— Extracted records —
◇ ◇ ◇ ◇ ◇ ◇ ◇

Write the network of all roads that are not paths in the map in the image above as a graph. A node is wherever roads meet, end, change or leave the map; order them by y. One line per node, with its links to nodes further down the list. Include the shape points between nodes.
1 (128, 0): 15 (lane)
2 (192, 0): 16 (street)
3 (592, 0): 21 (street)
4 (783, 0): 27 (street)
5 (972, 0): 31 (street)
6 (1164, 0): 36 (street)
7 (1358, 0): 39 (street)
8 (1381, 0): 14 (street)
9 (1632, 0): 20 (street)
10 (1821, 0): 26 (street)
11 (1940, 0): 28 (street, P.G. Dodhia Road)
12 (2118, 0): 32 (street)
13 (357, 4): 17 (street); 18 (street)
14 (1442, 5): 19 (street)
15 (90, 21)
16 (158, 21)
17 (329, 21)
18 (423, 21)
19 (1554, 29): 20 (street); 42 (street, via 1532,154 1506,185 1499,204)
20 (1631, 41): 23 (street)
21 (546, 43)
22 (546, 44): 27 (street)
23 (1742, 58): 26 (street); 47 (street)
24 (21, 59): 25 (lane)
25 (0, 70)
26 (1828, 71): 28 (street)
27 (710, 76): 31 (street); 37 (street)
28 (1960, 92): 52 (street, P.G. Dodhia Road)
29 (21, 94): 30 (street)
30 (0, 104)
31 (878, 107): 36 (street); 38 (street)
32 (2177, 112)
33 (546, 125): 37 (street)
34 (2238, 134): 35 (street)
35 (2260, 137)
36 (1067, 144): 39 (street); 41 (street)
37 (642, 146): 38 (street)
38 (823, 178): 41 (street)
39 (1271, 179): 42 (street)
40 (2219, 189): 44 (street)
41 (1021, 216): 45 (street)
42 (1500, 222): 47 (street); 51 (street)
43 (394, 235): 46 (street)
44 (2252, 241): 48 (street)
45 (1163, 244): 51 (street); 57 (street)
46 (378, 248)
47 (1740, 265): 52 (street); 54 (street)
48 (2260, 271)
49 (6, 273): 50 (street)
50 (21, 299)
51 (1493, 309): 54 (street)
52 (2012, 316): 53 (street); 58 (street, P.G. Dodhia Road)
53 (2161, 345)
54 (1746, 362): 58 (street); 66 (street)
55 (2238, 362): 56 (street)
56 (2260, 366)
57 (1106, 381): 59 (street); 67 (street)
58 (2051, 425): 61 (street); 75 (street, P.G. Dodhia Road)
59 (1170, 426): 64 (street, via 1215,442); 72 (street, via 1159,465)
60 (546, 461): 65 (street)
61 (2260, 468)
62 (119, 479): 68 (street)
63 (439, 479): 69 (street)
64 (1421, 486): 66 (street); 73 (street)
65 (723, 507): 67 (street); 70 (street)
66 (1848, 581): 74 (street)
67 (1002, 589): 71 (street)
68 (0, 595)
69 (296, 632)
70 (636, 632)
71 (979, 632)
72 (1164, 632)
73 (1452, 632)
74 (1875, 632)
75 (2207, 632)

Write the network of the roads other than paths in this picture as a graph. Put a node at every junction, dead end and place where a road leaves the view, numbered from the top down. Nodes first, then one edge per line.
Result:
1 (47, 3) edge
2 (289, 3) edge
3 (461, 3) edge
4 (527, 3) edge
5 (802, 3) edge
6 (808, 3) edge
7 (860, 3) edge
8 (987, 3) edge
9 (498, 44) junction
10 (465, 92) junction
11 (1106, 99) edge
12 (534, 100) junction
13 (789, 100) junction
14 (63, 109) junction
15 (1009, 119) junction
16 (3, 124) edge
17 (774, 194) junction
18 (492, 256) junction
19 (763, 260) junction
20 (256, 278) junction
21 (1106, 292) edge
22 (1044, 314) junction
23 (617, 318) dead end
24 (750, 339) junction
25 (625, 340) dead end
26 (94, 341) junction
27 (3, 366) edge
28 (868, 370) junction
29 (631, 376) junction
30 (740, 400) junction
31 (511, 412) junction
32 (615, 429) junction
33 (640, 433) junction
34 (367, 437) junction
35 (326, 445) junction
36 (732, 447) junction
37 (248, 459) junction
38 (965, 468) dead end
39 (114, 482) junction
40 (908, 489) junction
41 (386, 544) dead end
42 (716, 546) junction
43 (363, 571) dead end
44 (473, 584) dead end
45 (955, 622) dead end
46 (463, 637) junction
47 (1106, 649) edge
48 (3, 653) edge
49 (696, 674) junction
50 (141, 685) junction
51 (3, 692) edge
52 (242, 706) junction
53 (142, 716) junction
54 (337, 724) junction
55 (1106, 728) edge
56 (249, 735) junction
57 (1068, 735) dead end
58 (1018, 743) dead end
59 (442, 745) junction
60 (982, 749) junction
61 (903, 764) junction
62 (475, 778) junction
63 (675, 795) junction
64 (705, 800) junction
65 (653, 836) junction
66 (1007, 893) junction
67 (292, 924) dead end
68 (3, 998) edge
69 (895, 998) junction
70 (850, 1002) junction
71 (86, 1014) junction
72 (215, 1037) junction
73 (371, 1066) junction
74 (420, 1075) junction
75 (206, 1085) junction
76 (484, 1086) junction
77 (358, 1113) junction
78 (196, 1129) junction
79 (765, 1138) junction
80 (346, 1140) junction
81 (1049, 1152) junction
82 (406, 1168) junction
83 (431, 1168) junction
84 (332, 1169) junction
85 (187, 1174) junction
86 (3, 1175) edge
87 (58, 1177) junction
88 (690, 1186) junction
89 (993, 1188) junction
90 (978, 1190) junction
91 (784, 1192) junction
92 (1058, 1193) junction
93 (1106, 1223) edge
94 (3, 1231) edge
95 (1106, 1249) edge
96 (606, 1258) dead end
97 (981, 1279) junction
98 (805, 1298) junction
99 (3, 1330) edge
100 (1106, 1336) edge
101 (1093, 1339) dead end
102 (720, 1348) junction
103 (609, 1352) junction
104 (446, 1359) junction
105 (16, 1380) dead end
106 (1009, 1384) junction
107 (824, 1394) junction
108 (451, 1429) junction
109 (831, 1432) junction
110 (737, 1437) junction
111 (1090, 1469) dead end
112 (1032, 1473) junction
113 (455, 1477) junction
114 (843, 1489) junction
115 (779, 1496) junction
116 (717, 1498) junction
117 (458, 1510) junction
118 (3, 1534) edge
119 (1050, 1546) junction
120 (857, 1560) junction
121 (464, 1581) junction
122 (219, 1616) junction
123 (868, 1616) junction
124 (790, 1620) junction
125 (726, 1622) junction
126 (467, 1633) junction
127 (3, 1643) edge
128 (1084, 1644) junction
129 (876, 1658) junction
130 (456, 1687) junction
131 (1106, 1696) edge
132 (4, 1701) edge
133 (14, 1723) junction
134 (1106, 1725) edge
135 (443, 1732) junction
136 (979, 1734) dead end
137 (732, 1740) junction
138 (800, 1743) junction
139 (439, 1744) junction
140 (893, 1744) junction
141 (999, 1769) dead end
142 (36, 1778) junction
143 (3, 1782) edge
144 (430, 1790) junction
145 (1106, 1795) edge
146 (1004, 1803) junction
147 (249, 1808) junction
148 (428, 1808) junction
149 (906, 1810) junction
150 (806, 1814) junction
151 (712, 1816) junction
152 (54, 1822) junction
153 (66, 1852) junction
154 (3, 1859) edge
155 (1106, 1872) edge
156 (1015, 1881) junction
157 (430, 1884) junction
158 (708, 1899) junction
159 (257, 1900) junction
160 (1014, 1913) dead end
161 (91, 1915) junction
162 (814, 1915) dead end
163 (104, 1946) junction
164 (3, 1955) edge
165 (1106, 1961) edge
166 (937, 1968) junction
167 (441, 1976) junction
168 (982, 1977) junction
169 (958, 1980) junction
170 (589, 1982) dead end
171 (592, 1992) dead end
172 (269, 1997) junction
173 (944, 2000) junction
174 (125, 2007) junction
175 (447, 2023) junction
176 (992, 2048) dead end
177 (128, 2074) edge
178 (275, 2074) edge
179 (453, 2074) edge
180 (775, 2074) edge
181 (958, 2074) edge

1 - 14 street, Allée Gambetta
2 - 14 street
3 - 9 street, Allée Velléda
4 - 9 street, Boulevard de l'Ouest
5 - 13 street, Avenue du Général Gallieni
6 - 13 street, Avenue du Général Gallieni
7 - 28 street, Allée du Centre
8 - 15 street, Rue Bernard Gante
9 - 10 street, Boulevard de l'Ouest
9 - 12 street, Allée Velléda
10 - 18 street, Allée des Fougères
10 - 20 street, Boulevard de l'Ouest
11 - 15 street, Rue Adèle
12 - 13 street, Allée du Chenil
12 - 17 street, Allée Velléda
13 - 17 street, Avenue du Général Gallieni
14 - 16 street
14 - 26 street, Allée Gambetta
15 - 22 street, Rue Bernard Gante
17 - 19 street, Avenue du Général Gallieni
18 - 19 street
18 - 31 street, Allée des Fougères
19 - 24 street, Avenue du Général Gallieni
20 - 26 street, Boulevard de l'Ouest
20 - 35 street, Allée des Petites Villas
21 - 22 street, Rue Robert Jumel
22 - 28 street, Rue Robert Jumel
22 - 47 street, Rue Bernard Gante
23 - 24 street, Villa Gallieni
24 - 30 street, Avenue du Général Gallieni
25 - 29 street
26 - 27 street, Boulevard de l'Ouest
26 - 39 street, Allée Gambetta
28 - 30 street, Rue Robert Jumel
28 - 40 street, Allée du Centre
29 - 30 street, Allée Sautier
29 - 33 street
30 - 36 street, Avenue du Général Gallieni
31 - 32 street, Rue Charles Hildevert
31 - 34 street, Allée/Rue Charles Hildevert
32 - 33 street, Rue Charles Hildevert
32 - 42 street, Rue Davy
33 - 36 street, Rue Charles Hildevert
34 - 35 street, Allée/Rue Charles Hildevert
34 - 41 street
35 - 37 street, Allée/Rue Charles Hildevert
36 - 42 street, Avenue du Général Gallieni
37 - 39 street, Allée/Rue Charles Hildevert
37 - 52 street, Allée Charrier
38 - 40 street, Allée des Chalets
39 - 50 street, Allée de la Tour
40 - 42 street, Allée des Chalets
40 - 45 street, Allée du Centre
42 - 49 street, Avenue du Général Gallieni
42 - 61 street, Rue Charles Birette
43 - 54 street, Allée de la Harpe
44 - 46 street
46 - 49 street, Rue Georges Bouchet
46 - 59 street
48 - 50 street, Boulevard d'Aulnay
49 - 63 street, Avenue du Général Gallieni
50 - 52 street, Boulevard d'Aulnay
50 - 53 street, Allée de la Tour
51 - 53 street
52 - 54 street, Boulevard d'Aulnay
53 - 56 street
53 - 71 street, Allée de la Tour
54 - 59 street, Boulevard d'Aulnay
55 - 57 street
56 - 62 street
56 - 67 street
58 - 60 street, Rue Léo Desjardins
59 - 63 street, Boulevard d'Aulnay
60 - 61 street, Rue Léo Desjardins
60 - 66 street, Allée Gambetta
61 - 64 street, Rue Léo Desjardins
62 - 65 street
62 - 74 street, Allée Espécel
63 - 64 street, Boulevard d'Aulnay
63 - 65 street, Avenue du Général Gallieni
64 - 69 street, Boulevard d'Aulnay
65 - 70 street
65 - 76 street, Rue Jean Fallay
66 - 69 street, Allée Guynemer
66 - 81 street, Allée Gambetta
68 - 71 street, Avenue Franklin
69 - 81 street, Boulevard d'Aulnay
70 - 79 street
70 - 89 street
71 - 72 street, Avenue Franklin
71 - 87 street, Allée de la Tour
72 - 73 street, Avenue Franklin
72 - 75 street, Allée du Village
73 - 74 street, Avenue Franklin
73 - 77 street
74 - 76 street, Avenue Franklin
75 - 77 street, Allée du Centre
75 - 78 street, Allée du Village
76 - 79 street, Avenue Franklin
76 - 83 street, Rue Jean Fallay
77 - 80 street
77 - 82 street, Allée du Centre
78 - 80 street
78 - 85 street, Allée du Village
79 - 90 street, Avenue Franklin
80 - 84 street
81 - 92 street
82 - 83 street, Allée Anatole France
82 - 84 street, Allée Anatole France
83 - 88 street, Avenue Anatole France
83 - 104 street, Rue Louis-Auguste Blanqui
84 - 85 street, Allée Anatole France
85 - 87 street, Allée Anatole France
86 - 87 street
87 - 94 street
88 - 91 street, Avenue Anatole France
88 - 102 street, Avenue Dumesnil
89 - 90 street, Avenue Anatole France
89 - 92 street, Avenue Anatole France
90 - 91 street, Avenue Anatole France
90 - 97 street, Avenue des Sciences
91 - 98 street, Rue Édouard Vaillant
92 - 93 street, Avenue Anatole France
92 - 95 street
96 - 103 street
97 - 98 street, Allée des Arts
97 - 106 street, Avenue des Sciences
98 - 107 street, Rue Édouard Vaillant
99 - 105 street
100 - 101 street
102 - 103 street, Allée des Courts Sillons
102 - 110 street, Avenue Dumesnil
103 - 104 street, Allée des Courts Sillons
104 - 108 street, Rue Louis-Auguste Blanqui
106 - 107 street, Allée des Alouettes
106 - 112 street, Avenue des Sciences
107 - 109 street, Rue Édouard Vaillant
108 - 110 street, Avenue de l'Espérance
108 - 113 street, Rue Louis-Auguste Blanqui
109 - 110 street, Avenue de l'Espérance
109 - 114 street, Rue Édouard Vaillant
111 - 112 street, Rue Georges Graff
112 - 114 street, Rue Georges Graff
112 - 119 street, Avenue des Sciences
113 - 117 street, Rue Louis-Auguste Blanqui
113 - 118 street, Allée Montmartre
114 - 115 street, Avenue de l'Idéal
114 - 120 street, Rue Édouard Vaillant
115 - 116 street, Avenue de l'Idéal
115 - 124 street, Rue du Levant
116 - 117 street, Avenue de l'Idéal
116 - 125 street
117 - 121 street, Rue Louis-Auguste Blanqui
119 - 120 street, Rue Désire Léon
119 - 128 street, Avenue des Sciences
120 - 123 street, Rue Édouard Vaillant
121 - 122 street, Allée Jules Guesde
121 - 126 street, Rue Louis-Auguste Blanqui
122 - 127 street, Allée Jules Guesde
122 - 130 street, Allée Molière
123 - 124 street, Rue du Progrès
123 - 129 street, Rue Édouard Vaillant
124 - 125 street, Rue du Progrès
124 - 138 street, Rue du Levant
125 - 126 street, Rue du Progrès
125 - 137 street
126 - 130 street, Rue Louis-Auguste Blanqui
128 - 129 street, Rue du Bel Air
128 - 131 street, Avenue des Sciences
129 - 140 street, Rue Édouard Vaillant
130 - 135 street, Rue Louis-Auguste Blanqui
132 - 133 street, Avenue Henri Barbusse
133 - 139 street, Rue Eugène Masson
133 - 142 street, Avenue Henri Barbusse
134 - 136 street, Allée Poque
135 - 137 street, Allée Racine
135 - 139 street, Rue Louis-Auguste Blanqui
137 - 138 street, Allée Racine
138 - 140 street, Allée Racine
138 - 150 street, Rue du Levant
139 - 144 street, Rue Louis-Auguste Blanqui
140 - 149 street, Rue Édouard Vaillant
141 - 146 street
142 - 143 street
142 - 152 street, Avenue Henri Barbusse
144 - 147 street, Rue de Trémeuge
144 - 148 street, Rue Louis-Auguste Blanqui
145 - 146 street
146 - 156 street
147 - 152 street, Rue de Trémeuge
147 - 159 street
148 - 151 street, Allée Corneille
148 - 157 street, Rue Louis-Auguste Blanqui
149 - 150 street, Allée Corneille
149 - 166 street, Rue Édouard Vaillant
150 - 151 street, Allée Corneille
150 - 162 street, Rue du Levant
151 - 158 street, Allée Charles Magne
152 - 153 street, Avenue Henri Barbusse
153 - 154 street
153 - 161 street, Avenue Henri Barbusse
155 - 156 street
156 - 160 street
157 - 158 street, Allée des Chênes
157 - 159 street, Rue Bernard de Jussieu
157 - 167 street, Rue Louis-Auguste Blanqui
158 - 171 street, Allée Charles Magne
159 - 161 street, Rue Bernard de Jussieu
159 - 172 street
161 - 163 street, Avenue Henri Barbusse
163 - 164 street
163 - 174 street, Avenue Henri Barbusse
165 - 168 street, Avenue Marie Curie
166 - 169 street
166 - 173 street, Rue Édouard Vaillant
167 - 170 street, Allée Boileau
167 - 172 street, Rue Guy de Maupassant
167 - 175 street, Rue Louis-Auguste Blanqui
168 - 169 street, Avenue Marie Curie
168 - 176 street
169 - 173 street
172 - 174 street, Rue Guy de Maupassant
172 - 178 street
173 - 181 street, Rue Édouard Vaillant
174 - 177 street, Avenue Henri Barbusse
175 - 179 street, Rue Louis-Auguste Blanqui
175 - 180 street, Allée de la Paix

◇ ◇ ◇ ◇ ◇ ◇ ◇

— Goal of the exercise —
Every line of the entries above that includes "Marie" should be copied.

— Task answer —
165 - 168 street, Avenue Marie Curie
168 - 169 street, Avenue Marie Curie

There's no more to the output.